Apparently, I married into the problem. A parade of large plastic mugs awaits me as I
stroll. Various placements catch my eye:
next to the bed, on the upstairs shelf, by the man-cave desk, and so
forth.
This is where it gets interesting. This seems to be a problem that can be passed
through DNA apparently. My children also
suffer from this problem. When doing a sweep
through the house with an empty laundry basket in hand, collecting things that
are scattered to put them back in their respective places, I see this cup
issue has run rampant in my house.
By the way, I highly recommend the laundry basket gathering technique if you have not tried it. One empty laundry basket perched on the hip
as you stroll though the house is the perfect gathering tool. I identify with my cave-person-sister and my
ancient-cousin-ancestor with their woven baskets . I now understand the evolution of the basket
and its appearance in every culture
They too had to walk around their cave or huts gathering up all the
mislaid items left by their family clan.
Alas, I digress. My
children have evolved an even better cup habit than the spouse and me. At least we leave ours our in the open where
they are seen and easily snatched up in the basket for cleaning and re-shelving.
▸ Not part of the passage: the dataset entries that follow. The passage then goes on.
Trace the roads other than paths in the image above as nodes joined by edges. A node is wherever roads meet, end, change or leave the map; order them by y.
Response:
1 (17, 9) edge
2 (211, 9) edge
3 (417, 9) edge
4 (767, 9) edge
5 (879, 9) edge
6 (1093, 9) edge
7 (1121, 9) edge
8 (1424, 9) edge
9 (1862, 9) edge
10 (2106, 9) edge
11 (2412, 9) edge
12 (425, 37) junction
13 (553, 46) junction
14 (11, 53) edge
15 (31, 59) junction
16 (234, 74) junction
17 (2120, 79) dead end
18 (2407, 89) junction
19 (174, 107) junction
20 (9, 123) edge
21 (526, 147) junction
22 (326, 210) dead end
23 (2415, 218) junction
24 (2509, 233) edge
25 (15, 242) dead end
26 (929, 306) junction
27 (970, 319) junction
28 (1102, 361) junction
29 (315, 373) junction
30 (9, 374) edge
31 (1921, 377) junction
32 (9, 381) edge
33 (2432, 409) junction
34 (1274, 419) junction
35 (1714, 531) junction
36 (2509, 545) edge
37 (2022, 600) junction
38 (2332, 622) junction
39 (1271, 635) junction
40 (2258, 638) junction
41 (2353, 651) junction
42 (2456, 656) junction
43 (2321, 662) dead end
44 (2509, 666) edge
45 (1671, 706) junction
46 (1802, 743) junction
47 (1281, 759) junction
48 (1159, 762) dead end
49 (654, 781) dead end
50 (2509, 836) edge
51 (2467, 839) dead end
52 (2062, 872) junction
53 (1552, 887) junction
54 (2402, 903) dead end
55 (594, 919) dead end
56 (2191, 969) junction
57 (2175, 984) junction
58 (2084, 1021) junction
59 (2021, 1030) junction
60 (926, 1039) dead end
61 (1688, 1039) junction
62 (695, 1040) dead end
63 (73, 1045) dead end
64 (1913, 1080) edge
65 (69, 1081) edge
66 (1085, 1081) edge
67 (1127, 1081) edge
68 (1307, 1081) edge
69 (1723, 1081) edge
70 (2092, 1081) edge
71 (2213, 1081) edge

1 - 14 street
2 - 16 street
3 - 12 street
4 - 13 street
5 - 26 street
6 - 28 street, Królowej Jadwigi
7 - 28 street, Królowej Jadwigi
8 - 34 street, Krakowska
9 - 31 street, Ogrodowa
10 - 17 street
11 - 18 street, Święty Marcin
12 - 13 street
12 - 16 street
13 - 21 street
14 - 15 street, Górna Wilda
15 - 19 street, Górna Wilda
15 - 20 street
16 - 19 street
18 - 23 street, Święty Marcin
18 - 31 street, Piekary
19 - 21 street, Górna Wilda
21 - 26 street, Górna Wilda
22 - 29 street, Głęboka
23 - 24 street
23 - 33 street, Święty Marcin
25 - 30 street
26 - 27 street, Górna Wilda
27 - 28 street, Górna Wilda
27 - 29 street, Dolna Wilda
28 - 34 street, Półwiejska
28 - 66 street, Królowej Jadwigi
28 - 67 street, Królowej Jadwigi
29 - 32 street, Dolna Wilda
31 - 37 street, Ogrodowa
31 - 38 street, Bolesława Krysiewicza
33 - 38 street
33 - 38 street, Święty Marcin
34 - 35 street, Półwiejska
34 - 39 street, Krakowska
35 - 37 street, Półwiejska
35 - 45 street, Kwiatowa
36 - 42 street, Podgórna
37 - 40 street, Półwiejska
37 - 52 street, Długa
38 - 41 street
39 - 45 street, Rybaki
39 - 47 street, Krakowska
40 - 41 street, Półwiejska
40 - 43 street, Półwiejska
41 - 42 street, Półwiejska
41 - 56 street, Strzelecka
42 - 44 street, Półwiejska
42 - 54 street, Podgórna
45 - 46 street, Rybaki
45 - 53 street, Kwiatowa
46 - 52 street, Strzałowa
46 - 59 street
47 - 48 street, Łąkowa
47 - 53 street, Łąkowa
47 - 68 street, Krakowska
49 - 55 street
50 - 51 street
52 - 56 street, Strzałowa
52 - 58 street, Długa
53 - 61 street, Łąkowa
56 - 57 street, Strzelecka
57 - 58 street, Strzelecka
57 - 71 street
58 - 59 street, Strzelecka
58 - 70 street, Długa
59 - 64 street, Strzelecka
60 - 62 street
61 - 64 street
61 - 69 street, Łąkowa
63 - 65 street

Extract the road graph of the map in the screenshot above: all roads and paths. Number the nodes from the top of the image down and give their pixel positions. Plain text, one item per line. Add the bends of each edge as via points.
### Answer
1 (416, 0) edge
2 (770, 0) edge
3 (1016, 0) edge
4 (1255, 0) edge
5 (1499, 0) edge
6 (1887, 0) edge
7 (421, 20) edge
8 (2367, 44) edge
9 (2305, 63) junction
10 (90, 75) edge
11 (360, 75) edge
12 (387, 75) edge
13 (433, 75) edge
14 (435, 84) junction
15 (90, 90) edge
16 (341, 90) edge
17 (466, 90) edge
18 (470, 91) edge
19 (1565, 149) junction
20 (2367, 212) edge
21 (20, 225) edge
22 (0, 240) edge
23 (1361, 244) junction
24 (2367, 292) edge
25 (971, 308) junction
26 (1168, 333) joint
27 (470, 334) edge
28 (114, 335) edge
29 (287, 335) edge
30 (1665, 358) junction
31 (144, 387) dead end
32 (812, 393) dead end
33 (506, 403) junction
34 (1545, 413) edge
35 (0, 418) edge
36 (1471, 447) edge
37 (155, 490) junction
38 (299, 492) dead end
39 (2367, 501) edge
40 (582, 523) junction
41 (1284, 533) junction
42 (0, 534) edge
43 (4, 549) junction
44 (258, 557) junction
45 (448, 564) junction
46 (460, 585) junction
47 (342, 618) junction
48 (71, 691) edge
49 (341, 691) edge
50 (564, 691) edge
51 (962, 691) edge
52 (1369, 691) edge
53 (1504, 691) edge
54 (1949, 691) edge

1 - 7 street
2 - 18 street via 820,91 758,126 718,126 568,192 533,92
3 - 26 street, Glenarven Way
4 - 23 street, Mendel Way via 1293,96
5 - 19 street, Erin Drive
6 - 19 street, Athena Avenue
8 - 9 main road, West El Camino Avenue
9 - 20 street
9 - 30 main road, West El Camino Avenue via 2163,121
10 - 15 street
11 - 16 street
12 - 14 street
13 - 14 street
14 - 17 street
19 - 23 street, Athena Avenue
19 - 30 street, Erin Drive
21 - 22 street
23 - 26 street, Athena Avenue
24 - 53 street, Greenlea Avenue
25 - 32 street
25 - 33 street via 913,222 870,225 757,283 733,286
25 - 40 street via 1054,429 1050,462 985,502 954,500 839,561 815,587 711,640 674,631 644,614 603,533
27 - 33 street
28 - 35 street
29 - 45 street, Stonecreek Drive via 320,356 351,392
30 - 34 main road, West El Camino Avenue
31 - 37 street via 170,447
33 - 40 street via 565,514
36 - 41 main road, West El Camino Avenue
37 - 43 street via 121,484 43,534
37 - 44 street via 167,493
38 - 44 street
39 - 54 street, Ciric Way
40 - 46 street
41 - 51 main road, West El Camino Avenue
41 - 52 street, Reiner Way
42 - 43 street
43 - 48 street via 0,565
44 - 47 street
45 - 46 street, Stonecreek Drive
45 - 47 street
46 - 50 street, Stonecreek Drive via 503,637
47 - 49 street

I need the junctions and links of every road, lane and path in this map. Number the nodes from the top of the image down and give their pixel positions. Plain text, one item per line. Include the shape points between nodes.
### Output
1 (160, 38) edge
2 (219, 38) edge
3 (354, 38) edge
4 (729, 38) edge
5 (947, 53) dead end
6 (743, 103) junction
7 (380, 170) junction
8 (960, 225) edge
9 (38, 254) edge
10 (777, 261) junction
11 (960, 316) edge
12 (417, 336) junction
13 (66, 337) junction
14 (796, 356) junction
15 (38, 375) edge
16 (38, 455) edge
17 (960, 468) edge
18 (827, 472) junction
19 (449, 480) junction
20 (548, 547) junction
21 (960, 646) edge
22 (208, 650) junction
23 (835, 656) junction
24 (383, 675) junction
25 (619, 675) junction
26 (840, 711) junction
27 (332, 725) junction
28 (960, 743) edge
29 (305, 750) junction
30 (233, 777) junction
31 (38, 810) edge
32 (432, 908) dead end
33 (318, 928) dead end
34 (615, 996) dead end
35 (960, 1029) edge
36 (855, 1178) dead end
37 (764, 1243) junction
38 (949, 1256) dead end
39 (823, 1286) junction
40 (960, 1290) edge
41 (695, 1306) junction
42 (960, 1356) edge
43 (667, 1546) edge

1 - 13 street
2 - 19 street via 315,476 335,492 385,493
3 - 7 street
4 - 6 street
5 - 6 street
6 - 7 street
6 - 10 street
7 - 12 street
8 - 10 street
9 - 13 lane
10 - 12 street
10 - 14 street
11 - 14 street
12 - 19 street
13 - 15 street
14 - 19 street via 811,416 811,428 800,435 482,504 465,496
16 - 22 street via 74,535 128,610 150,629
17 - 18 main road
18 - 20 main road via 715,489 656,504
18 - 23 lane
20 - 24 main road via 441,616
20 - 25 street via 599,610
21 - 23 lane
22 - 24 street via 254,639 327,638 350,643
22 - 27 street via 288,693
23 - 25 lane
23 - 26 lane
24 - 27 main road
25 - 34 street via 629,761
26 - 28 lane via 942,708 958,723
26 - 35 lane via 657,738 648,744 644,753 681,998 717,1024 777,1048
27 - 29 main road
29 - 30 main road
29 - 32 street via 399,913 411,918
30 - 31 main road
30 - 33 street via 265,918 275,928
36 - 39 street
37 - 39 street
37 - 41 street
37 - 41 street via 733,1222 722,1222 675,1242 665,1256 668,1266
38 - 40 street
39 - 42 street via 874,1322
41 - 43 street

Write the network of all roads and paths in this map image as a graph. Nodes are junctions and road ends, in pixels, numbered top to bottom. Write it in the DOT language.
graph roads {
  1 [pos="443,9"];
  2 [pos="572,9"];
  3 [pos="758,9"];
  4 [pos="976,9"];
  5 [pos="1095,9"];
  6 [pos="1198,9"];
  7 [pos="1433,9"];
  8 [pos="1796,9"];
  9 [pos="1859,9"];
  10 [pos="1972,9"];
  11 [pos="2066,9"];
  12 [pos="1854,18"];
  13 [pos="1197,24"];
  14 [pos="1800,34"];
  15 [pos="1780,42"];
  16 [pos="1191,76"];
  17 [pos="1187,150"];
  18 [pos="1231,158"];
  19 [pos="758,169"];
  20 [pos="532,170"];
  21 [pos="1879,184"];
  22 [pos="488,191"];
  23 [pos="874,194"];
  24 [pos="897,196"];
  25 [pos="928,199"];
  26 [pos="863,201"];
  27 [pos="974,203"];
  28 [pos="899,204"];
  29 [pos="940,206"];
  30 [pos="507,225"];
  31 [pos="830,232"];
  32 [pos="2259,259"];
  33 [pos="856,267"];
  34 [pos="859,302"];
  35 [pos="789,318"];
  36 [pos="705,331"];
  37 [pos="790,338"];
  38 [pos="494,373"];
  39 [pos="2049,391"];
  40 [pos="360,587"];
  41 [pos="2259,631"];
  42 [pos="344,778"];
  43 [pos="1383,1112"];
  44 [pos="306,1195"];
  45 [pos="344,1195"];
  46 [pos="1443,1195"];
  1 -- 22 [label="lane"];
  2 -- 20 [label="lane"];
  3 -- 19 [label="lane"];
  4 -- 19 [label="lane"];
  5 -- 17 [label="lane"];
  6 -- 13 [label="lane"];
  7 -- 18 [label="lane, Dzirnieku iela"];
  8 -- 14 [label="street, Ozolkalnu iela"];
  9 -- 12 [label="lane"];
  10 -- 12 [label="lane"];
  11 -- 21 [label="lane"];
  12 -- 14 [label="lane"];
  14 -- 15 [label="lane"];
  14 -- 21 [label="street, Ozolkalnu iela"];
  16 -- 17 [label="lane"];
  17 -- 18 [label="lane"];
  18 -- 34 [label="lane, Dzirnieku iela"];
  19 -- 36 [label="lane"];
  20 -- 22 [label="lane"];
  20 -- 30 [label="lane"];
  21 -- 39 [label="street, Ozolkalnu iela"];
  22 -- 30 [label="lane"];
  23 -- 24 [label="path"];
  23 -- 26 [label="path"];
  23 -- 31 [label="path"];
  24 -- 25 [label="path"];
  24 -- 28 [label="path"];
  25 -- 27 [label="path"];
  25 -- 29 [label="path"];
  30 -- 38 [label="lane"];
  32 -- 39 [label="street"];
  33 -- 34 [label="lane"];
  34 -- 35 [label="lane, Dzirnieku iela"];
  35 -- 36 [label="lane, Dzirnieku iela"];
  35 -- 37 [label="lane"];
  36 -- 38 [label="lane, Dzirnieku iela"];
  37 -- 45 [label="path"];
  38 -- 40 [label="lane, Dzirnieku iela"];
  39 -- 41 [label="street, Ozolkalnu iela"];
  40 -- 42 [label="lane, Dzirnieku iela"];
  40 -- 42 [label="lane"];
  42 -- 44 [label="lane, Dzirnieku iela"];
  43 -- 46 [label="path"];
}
My little ones, however, have perfected the
talent of secreting the cups away. Cups
appear under sofas, under tables, amid toy piles, and even sandwiched in the
Thomas Train village or Barbie's' dream vacation home. The problem with this is that they go undiscovered
and usually filled with just enough juice to develop a science fair project
well deserving a winning ribbon. The
lovely smell that accompanies the juice that has been left to its own after a
week does not resemble vintage aged wine in any form or fashion. No, it has an aroma and color that would
repulse even the worse vintners.
I know that I have a problem and I am seeking a 12 step
program somewhere that can help me, and hopefully, my family. But for now, I guess that I must continue the
hunting and gathering phase of cup-dom in my life.
Please excuse me while I take another sip of my morning beverage from a cup that I know I will
be gathering soon enough into the laundry basket of the hunt.